## Records provided
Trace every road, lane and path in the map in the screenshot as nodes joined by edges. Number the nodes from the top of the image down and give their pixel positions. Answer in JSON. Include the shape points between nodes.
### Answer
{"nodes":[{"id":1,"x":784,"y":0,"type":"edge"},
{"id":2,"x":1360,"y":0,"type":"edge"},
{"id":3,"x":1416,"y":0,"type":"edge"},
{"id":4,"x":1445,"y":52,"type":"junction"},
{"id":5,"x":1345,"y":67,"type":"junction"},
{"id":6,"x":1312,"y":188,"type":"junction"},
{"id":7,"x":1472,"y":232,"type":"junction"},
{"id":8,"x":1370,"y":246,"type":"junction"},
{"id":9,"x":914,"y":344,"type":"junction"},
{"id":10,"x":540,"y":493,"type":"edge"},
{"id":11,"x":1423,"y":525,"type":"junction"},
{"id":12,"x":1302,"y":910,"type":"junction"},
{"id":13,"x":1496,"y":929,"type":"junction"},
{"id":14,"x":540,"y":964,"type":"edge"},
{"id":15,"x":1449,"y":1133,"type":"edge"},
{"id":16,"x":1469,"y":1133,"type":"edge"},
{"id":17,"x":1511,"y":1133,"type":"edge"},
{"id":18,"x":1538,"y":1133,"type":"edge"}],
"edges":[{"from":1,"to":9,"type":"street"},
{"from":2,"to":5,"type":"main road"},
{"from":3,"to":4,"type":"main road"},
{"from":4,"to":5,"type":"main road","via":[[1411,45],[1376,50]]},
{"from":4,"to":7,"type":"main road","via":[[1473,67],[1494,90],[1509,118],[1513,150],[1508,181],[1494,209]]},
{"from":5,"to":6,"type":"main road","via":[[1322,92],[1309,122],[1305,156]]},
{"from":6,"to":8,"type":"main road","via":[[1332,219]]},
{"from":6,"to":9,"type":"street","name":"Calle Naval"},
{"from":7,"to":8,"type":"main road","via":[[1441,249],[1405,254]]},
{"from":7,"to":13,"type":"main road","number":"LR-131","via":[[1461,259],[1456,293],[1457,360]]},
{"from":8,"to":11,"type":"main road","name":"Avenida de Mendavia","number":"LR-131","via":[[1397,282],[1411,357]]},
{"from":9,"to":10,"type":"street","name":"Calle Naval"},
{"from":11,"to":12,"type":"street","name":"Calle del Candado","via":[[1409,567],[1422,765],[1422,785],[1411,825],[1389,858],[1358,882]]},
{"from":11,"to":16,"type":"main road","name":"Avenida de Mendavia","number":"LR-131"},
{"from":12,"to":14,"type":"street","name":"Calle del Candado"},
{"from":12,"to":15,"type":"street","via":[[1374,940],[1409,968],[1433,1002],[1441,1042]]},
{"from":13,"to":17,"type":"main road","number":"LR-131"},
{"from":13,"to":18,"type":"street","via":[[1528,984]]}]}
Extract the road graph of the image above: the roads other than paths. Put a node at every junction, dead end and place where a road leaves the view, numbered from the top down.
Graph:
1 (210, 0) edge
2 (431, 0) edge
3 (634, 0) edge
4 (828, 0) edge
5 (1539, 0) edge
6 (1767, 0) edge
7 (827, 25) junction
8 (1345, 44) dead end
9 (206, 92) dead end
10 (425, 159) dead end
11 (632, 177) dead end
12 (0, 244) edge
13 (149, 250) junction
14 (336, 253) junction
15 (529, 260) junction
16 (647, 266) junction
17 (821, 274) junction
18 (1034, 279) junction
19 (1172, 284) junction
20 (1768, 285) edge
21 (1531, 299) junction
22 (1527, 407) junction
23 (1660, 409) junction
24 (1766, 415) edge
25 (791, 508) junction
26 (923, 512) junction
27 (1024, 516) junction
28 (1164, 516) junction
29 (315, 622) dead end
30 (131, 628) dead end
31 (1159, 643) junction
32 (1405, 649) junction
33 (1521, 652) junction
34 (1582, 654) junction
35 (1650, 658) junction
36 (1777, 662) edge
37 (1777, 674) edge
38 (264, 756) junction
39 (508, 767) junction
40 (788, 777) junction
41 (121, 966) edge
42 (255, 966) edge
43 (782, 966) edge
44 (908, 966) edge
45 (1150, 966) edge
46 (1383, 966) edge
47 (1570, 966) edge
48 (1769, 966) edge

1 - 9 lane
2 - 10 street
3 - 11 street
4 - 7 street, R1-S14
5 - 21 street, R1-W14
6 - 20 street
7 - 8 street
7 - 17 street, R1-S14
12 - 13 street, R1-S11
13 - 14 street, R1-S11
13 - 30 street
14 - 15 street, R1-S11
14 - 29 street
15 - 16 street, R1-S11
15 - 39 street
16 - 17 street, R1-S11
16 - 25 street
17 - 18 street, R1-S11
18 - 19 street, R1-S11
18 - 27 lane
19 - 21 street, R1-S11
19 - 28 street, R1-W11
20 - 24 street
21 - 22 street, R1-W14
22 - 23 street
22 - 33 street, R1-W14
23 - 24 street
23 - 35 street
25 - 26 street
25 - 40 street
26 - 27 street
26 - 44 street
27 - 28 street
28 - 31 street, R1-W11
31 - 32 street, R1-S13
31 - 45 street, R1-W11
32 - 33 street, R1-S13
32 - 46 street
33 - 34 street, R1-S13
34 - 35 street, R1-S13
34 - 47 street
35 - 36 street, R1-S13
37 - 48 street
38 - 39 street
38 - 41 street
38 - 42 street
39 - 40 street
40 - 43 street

## Try it
In the listing, find each line with the string "every" and copy it.

## Response box
Trace every road, lane and path in the map in the screenshot as nodes joined by edges. Number the nodes from the top of the image down and give their pixel positions. Answer in JSON. Include the shape points between nodes.
Extract the road graph of the image above: the roads other than paths. Put a node at every junction, dead end and place where a road leaves the view, numbered from the top down.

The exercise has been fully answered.